Siyaset Aracı Olarak Kadın

8 Mart Dünya Kadınlar Günümüz kutlu olsun.
Şiddetin, öldürme ve öldürülme haberlerinin olmazsa olmazıydı yine geçtiğimiz dönemde kadınlar. Yine en çok kadınlar üzerinden siyaset yapıldı bu dönemde; ‘türbanlı kadınlar’ değil de, artık ‘ağlayan anneler’ tamlaması daha revaçtaydı. ‘Artık anneler ağlamasın’ dendi ama Berfo Ana oğlu Cemil’e ilişkin bir ipucu bulamadan hiç de kısa olmayan ömrünü tamamladı. Vasiyeti oğlunun kemikleri bulunmadan gömülmemekti, cenazesi cumartesi annelerinin daimi mekanı haline gelen Galatasaray Lisesi önünden kaldırıldı.
Samatya’daki yaşlı Ermeni kadınlar, yalnızca yaşlı ve kadın oldukları için kolay hedef haline geldiler.
‘Anneler ağlamasın’ dendi ama vicdani reddini öne süren çocuğunun silahaltına alınmasını istemeyen annelerin haykırışları, yine duyulmadı. Bu serzenişler, halkı askerlikten soğutmamaları için yine medyada yer almadı.

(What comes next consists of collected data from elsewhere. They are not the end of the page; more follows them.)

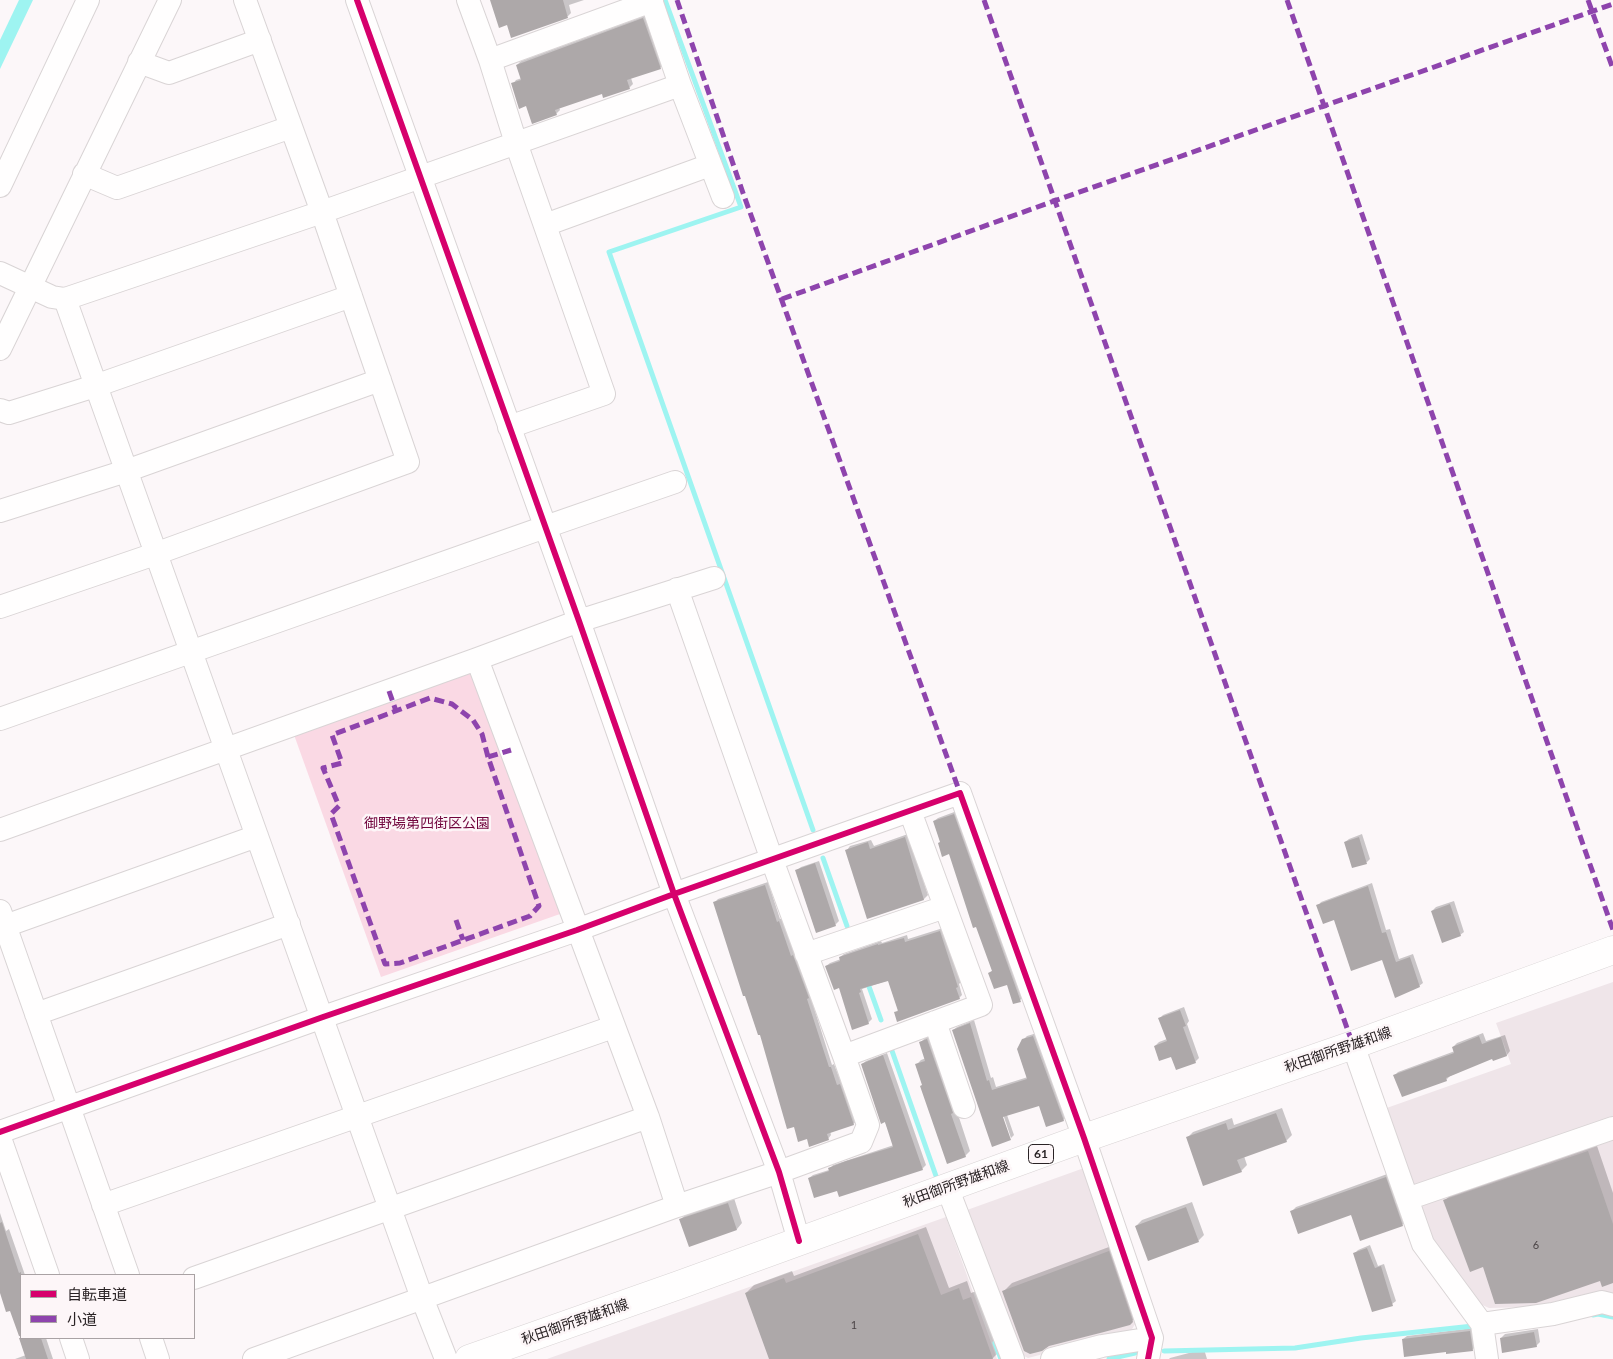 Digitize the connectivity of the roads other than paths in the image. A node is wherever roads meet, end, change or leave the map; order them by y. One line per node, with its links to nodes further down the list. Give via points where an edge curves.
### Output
1 (88, 0): 16 (street)
2 (170, 0): 9 (street)
3 (245, 0): 7 (street)
4 (357, 0): 15 (street)
5 (468, 0): 8 (street)
6 (652, 0): 8 (street); 10 (street)
7 (260, 40): 9 (street, via 169,73); 11 (street)
8 (490, 60): 12 (street)
9 (139, 62): 14 (street)
10 (680, 85): 12 (street); 13 (street)
11 (291, 128): 14 (street, via 117,188); 18 (street)
12 (516, 143): 15 (street); 19 (street)
13 (710, 165): 17 (street); 19 (street)
14 (84, 174): 21 (street)
15 (420, 177): 18 (street); 28 (street)
16 (0, 186)
17 (724, 197)
18 (322, 212): 22 (street); 23 (street)
19 (545, 225): 28 (street, via 604,394)
20 (0, 273): 21 (street)
21 (30, 287): 23 (street); 24 (street)
22 (351, 296): 25 (street); 26 (street)
23 (65, 299): 26 (street)
24 (0, 349)
25 (380, 380): 29 (street); 33 (street, via 408,462)
26 (95, 386): 27 (street, via 9,413); 29 (street)
27 (0, 410)
28 (509, 427): 32 (street)
29 (126, 471): 31 (street); 33 (street)
30 (675, 482): 32 (street)
31 (0, 511)
32 (545, 526): 37 (street); 38 (street)
33 (155, 554): 36 (street); 38 (street)
34 (714, 578): 35 (street)
35 (677, 589): 37 (street); 45 (street)
36 (0, 607)
37 (579, 621): 39 (street); 46 (street)
38 (191, 651): 40 (street); 41 (street)
39 (477, 659): 41 (street); 50 (street)
40 (0, 719)
41 (226, 748): 43 (street); 44 (street)
42 (910, 811): 45 (street); 47 (street); 66 (street, via 960,793)
43 (0, 830)
44 (257, 836): 48 (street); 49 (street)
45 (772, 860): 46 (street); 52 (street)
46 (674, 894): 50 (street); 67 (street)
47 (945, 906): 52 (street); 55 (street, via 982,1005)
48 (3, 919): 53 (street)
49 (289, 924): 53 (street); 54 (street)
50 (577, 930): 54 (street); 56 (street)
51 (1613, 950): 57 (main road, 秋田御所野雄和線 / 61)
52 (806, 954): 58 (street)
53 (36, 1014): 60 (street)
54 (323, 1017): 60 (street); 61 (street)
55 (935, 1022): 58 (street); 59 (street)
56 (613, 1026): 61 (street); 62 (street)
57 (1352, 1045): 66 (main road, 秋田御所野雄和線 / 61); 69 (street)
58 (844, 1056): 67 (street, via 868,1125 860,1142)
59 (964, 1107)
60 (69, 1108): 64 (street); 70 (street)
61 (358, 1116): 70 (street); 72 (street)
62 (648, 1117): 71 (street); 72 (street)
63 (1613, 1128): 69 (street)
64 (0, 1132)
65 (0, 1138): 74 (street)
66 (1084, 1138): 68 (main road, 秋田御所野雄和線 / 61); 82 (street)
67 (779, 1172): 71 (street); 73 (street)
68 (947, 1187): 73 (main road, 秋田御所野雄和線 / 61); 88 (street)
69 (1407, 1199): 79 (street, via 1423,1244)
70 (104, 1205): 75 (street)
71 (676, 1206): 77 (street)
72 (391, 1208): 76 (street); 77 (street)
73 (799, 1241): 87 (main road, 秋田御所野雄和線 / 61)
74 (48, 1274)
75 (128, 1274)
76 (195, 1278)
77 (422, 1298): 85 (street); 86 (street)
78 (1613, 1305): 79 (street, via 1602,1302 1553,1314)
79 (1482, 1324): 90 (street)
80 (71, 1339): 83 (street)
81 (151, 1339): 84 (street)
82 (1150, 1349): 89 (street, via 1102,1346)
83 (78, 1359)
84 (158, 1359)
85 (254, 1359)
86 (446, 1359)
87 (469, 1359)
88 (1013, 1359)
89 (1052, 1359)
90 (1487, 1359)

Siyaset Aracı Olarak Kadın Bedeni
Kürtajın yasaklanması üzerine bir grup aktivist ‘benim bedenim benim kararım’ sloganıyla bir hareket başlattı ama iktidarın kadın bedeni üzerinde sürdürdüğü tahakkümün bir sonucu olarak ortaya çıkan bu yasağa karşı hareketler, kürtajın günah ve/veya tehlikeli olduğu gibi söylemlerle zayıflatılmaya çalışıldı. Oysa bu söylemleri geliştirenler de biliyordu ki kürtaj, tam da yasaklandığı takdirde merdivenaltı odalarda yapılmak zorunda kalınacağı için daha tehlikeliydi; yoksa herkes kürtaja olan merakından savunmuyordu bunu.

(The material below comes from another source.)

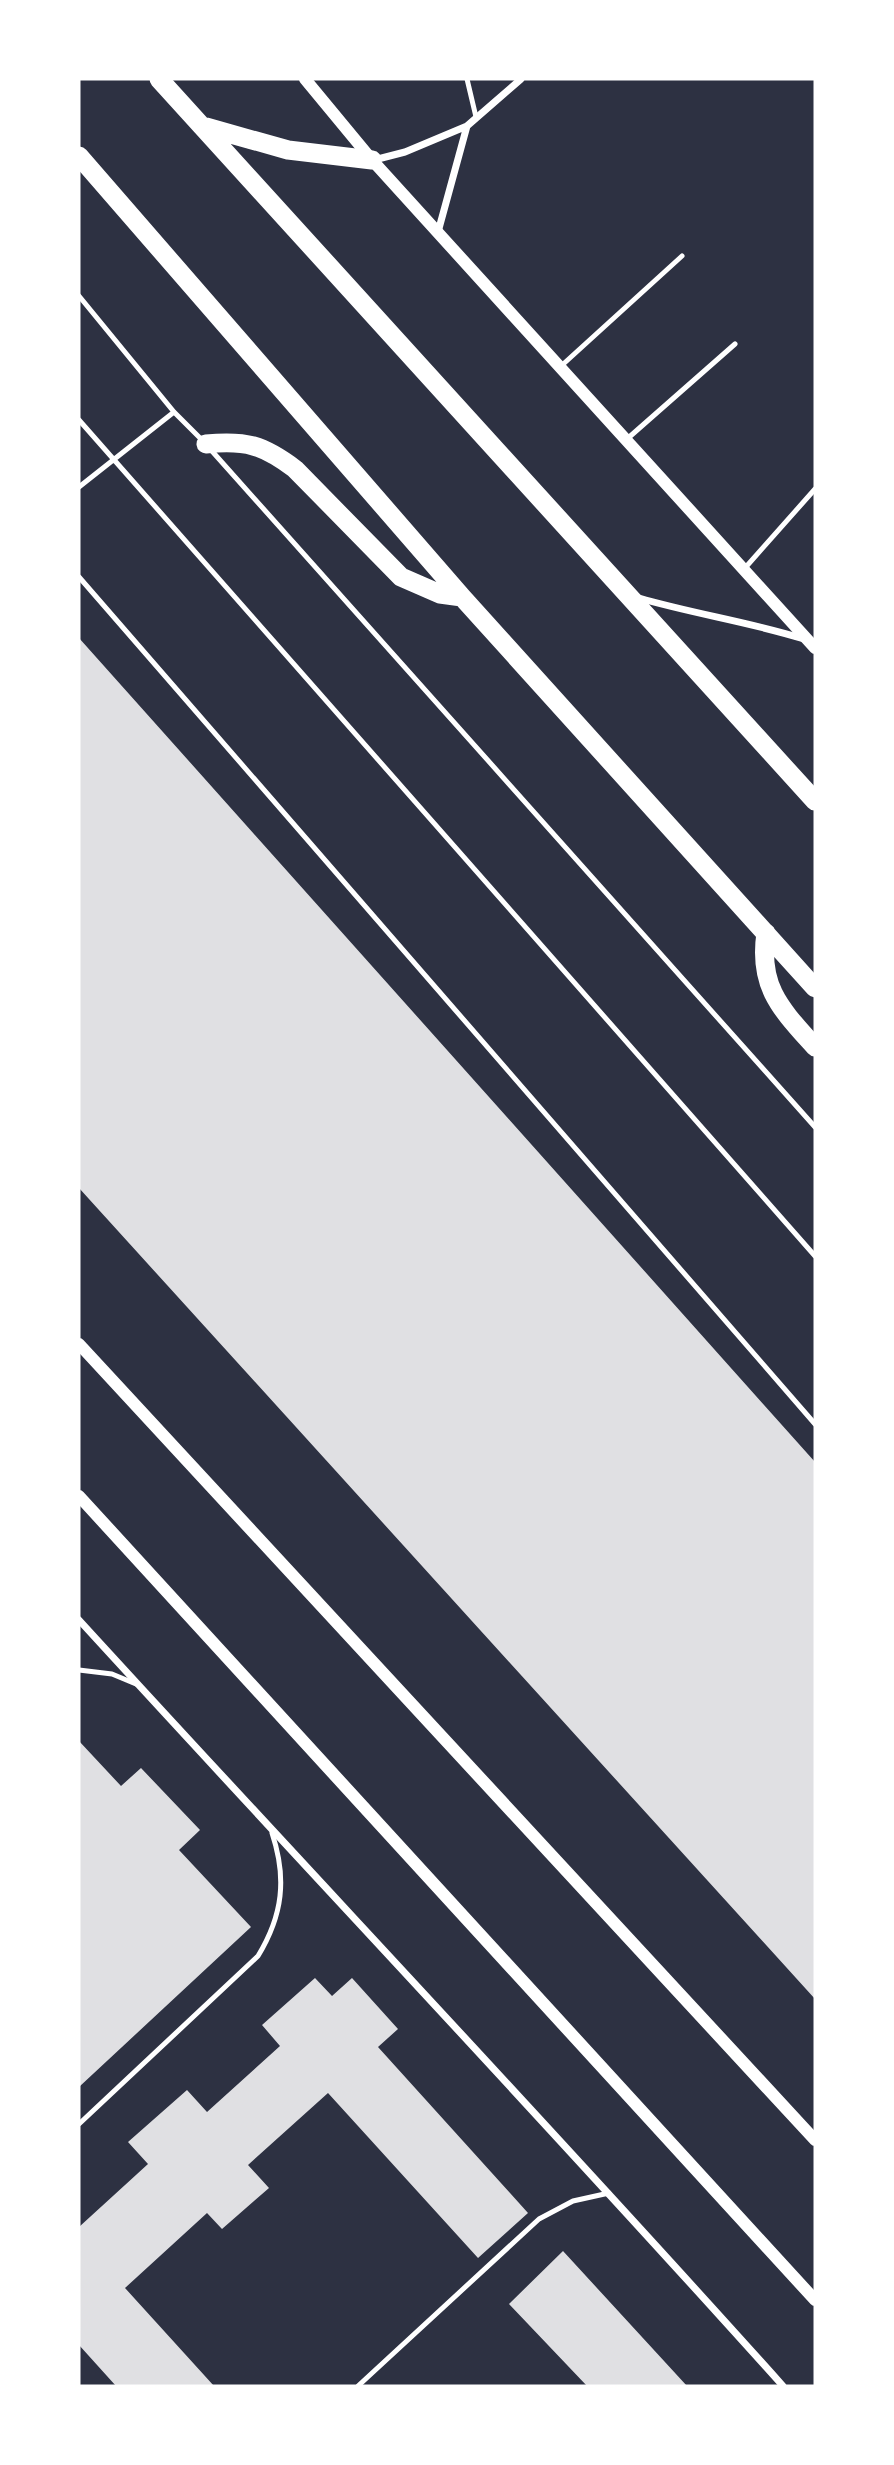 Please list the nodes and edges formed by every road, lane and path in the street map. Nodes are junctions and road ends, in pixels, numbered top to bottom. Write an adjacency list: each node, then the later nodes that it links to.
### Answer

Diğer yandan da iktidarın bu girişimini anlamak o kadar da zor olmamalıydı, zira 2011’de bir gösteride polis müdahalesi nedeniyle kalçası kırılan Dilşat Aktaş için, hiç de konuyla alakası olmadığı halde lafı göstericinin bekaretine getiren yine aynı hükümetin lideriydi. Her daim olduğu gibi kadının bekareti, bir konudaki haklılık/haksızlığını belirlemede öncelikli bir rol oynayabilirdi.

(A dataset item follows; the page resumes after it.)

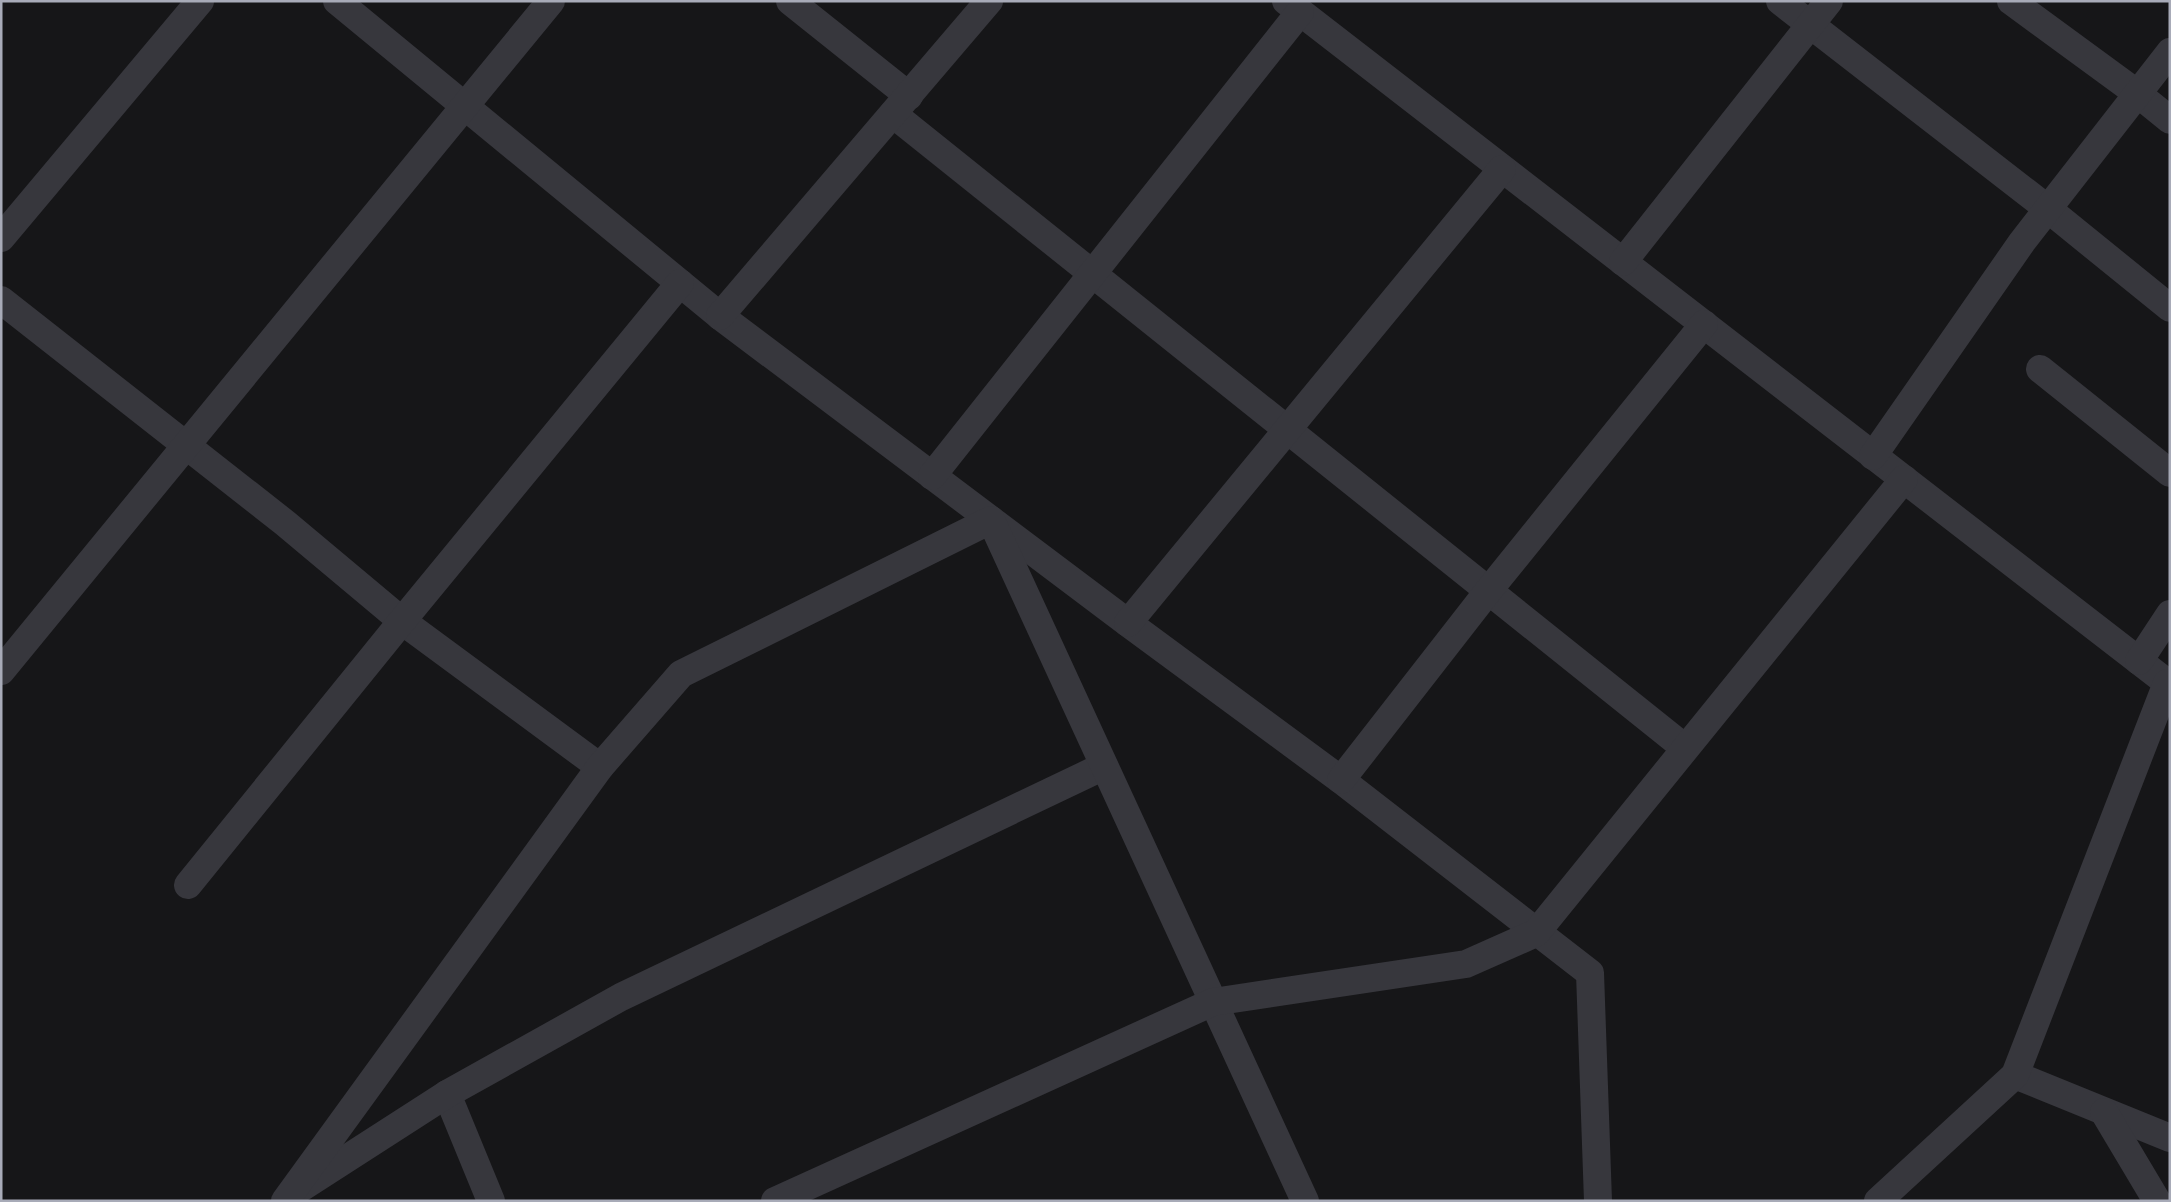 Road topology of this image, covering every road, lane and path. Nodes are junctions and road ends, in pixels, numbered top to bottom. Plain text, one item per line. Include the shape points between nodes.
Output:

Aynı düşünce biçiminin son örneği, Gençlik ve Spor Bakanı Suat Kılıç’ın geçtiğimiz günlerde Gençlik Treni’ne aynı anda 200 gencin binmesinden ve gece yataklı vagonlarda kalındığı için buradaki güvenliğin sağlanamamasından endişe duymasını açıklaması ile görüldü. Bu aslında, kadın ve erkeğin birbirine karşı sürekli olarak bir tehdit unsuru haline getirilmesinin ve bu araçla muhafazakarlığın körüklenmesinin önemli bir örneğiydi. Aksi halde Bakanın açıklamalarından yola çıkarak, bir hükümetin, yeri yurdu belli olan 200 çocuğun güvenliğini sağlamak konusunda güvence veremezken, hepimizin güvenliğini sağlamak ve dahi bizi etkileyen kararlar almak konusunda kendisine güvenilmesini beklemesi yersiz bir beklenti olur.
İktidar hangi bedende can bulur?
Geçtiğimiz bir yıla yeniden bakacak olursak; sadece kadın olmak değil, iktidarın temsil ettiği-kendinde vücut bulduğu tüm hallerin dışında olmanın ezilme/dışlanma nedeni olmaya devam ettiği görülebilir. Üstelik bunu yalnızca mevcut iktidarın bir söylemi olarak değerlendirmek yerine, iktidara talip olan ve hakim dili benimsemiş kişi ve gruplar için de söylemek mümkün. ‘Çözümün dili nasıl olmalı?’ sorusuna yanıt arayan bir programda* bir muhalefet partisi milletvekilinin ‘korkaklar müzakere yapar, erkekler mücadele yapar’ diyerek, milliyetçilik tanımını ‘erkekçe savunan/savaşan’ gibi sözlerle anlatması da maalesef buna bir örnektir. Konuklardan kadın akademisyenin itirazına ise, ‘benim kastettiğim bu değil; bir erkekler var, bir de ürkekler’ demesi de söylemin daha belirgin hale getirilmesinden başka bir sonuca varmamaktadır. Tüm bunları aynı anda ele aldığımızda aslında kurulan dilin, bugün yaşanılan olumsuz olaylarla ne kadar örtüştüğünü görmek mümkün olabilir. Olaylardan kasıt yalnızca kadın-erkek ilişkilerini içerenler değil, ama toplumsal pekçok olay da aynı zamanda. Toplumda yükselen şiddet eğilimi, farklı etnik/ dinsel/ cinsel/ grupların birbirine karşı nefreti ve bu nefretin hem söylemde hem eylemde kendini göstermesi gibi.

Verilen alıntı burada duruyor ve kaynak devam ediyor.